Olivarez never revolted against Lundgren, and eventually went back to Missouri with a group of other followers.
One day, she walked away from the farm where the group was staying.
"I was gone a week, and I was terrified the whole week that at any moment somebody was going to walk up and blow my brains out," Olivarez said.
When Olivarez went back to the group, she knew she could not stay.
Eventually, Olivarez and some other members of the cult decided they would go to authorities after the holidays were over. Larry K. Johnson, the estranged husband of Lundgren's current wife, Kathryn Johnson, beat them to it.
In December 1989, Larry Johnson went to officials with the federal Bureau of Alcohol, Tobacco and Firearms in Kansas City, Mo., and things quickly fell into place.
Lundgren was captured south of San Diego, living near the U.S.-Mexico border. Olivarez and other followers were rounded up in Missouri.
Olivarez agreed to testify against Lundgren, his wife, Alice, their son Damon and Ronald Luff.
"The only way I could start to begin to make amends was to tell the truth," Olivarez said.
Olivarez was sentenced to seven to 25 years in prison after pleading guilty to a conspiracy charge. She said prosecutors told her she would be out in about five years.
Now, almost 15 years have gone by, and Olivarez has mixed feelings about her sentence.
"It makes me angry," she said. "I needed to do time for myself. Not necessarily the last five, but the first 10 years were really, really beneficial for me. There were things I learned about myself that I don't think I'd have known had I not been here."
Olivarez said she learned she does not have to believe something just because someone else does, that she does not have to be a follower.
She analyzes and dissects things when someone offers her an opinion.
"I try to do a lot of creative thinking because that's the only way I can avoid getting in that rut again," she said.
Olivarez hopes parole board members believe she is reformed.
"All I can tell them is the truth and hope they see I'm not the same person that I was coming in," she said. "I just feel like words are useless. I just hope from my institutional record they can see I'm not the same person, and I'm not going to go out there and reoffend."
When she gets out, Olivarez wants to return to Missouri, spend time with her grandchildren and buy an apartment complex.
She also wants to teach people about cults so the Averys' deaths are not in vain.
"Nothing is going to bring the Avery family back to life, but I want people to understand how dangerous (cults) are," she said. "People don't want to believe it can happen to them, and it can happen to anybody."
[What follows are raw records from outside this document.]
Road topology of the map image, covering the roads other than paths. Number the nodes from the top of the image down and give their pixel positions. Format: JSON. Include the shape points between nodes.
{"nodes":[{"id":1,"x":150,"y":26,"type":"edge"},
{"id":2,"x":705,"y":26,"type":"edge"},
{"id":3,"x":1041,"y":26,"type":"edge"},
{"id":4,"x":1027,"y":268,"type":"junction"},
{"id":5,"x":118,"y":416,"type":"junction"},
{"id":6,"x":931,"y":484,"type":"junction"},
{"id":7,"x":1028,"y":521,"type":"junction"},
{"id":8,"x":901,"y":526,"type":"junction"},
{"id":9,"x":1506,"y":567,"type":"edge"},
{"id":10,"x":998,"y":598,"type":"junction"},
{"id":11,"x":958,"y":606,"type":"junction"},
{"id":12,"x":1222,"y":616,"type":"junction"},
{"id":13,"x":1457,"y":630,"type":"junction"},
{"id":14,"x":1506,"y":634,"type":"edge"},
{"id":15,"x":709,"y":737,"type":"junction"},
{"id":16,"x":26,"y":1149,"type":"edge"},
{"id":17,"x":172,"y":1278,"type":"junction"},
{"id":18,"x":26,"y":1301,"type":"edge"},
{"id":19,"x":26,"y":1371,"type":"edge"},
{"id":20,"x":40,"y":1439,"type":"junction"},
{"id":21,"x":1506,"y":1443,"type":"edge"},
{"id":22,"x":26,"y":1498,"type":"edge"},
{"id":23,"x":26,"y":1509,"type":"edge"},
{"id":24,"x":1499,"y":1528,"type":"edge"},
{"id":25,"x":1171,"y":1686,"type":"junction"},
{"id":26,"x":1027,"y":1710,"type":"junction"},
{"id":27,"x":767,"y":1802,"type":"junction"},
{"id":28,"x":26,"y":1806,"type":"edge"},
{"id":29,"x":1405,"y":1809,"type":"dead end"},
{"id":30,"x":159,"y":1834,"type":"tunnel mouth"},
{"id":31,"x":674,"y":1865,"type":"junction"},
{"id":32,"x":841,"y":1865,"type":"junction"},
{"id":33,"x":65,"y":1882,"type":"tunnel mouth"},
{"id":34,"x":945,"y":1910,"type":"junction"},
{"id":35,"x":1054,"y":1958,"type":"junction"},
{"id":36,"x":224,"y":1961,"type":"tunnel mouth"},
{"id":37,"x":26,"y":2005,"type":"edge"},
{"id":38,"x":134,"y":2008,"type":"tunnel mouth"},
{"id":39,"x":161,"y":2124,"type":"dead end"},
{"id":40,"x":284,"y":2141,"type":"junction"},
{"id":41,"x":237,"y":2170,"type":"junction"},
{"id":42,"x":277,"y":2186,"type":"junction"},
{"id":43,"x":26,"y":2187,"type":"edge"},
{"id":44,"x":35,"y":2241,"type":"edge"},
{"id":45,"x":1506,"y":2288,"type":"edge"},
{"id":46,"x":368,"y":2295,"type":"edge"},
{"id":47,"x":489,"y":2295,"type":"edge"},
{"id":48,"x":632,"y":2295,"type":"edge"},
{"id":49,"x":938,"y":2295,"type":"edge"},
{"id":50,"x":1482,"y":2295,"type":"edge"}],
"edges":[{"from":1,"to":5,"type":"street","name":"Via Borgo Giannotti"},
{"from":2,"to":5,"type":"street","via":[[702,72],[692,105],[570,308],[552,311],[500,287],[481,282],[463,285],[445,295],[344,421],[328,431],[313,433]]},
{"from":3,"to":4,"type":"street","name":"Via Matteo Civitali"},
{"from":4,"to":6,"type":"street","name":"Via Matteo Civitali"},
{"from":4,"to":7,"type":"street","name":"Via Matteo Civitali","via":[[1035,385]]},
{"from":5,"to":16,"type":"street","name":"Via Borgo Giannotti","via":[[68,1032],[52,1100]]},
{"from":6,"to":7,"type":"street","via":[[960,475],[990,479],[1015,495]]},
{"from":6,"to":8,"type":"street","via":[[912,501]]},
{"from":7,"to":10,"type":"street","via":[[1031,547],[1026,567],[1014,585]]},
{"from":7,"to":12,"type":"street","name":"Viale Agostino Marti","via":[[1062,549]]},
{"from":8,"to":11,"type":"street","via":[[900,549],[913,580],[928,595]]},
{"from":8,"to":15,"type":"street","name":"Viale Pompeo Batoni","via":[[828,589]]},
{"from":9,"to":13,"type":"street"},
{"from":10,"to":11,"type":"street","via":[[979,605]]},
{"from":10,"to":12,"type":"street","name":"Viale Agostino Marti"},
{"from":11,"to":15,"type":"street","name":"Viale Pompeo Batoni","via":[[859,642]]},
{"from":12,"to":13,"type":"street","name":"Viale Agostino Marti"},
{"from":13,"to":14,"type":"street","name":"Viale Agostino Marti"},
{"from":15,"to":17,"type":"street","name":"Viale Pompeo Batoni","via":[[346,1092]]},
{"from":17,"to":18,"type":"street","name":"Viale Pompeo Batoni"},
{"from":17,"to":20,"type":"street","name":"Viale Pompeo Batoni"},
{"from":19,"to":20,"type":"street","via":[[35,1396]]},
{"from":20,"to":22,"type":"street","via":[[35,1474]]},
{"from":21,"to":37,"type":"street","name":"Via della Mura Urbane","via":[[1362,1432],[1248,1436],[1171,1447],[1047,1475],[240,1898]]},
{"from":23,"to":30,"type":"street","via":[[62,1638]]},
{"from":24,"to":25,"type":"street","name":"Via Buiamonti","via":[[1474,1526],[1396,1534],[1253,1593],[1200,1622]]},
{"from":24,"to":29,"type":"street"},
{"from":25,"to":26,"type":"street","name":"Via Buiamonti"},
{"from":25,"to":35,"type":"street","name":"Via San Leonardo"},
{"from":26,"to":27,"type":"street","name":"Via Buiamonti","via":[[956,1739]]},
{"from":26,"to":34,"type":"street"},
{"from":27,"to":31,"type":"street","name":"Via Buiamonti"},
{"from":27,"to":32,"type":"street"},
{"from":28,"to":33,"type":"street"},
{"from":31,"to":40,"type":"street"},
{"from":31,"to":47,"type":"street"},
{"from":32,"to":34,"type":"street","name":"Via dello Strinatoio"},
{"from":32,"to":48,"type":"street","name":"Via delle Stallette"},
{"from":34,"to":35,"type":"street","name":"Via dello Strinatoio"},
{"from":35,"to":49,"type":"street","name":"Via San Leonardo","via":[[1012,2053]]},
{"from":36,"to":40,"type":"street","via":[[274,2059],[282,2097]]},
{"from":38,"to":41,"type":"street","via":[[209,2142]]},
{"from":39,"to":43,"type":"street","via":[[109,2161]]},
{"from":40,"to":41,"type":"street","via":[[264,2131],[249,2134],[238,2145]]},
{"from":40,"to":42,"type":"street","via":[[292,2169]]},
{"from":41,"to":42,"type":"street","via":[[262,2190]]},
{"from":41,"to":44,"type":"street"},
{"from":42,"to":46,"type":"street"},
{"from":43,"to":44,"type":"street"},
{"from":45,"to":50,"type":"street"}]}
Olivarez thinks education is a key to stopping the "frenzy" that is widespread in the world today.
"The sad thing is I really understood the men in the 9/11 incident," she said. "I knew where their brain was at. It was easy for me to understand why they were willing to die for their cause."
Olivarez thinks an incident like the one in Kirtland can happen again.
"We weren't the last that's going to be out there, and I'd like to do my part to make sure it doesn't happen again," she said.